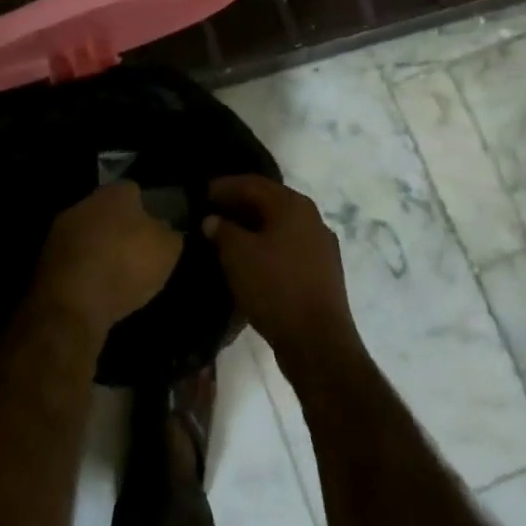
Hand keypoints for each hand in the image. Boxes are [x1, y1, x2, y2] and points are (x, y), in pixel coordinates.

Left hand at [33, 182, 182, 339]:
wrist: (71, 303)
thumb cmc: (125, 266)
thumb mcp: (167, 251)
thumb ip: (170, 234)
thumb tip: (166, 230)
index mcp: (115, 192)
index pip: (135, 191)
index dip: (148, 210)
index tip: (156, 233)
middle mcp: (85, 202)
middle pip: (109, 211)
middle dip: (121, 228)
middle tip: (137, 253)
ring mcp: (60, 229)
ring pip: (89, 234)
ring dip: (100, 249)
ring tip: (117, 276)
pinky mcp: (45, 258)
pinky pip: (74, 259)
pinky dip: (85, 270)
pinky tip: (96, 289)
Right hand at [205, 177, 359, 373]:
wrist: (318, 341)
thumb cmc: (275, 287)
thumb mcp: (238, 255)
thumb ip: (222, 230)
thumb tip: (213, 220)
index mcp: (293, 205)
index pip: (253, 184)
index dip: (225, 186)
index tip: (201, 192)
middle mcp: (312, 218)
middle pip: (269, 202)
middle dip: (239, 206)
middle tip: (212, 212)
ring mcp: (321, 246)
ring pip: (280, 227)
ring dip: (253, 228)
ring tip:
++++
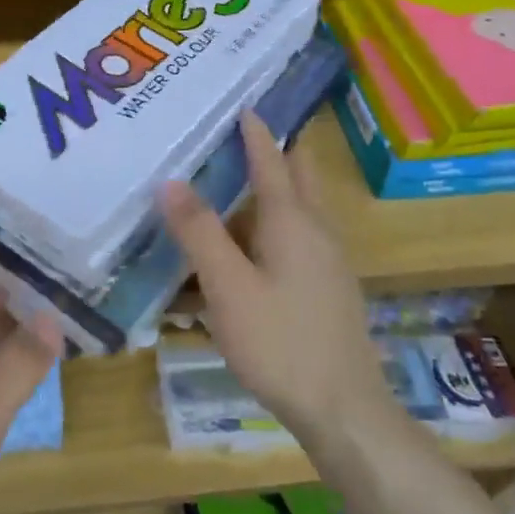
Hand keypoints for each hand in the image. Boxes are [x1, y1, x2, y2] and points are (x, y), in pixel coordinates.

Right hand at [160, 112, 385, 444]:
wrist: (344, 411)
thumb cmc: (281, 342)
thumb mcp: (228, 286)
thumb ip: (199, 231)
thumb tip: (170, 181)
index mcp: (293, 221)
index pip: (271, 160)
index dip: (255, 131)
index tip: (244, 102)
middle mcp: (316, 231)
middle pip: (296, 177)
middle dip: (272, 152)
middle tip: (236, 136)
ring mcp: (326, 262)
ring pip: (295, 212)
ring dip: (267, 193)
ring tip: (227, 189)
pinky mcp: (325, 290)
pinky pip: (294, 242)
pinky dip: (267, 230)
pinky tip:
++++
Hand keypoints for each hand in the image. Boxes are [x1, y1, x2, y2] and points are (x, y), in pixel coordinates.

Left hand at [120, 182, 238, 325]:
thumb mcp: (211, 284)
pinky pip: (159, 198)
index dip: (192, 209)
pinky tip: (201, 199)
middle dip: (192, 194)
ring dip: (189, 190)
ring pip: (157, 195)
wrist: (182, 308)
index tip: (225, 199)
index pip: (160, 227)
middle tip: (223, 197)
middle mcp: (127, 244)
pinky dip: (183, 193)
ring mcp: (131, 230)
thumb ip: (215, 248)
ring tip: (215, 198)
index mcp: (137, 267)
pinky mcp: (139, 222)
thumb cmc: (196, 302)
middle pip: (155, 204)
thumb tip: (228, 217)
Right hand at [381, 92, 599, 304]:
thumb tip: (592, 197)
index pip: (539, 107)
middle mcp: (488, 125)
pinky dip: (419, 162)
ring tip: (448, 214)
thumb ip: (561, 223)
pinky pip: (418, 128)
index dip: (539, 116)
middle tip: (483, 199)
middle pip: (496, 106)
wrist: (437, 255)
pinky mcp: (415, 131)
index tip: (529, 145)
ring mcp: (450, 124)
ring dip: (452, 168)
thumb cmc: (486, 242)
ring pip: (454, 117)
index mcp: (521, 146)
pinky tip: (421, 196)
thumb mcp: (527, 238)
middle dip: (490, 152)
++++
**Exercise**
Restate word for word the entries above from the line with "thumb cmc: (486, 242)" through the line with "middle dip: (490, 152)", inclusive, leaving out everything else.

**Exercise response**
thumb cmc: (486, 242)
ring pip: (454, 117)
index mcp: (521, 146)
pinky tip: (421, 196)
thumb mcp: (527, 238)
middle dip: (490, 152)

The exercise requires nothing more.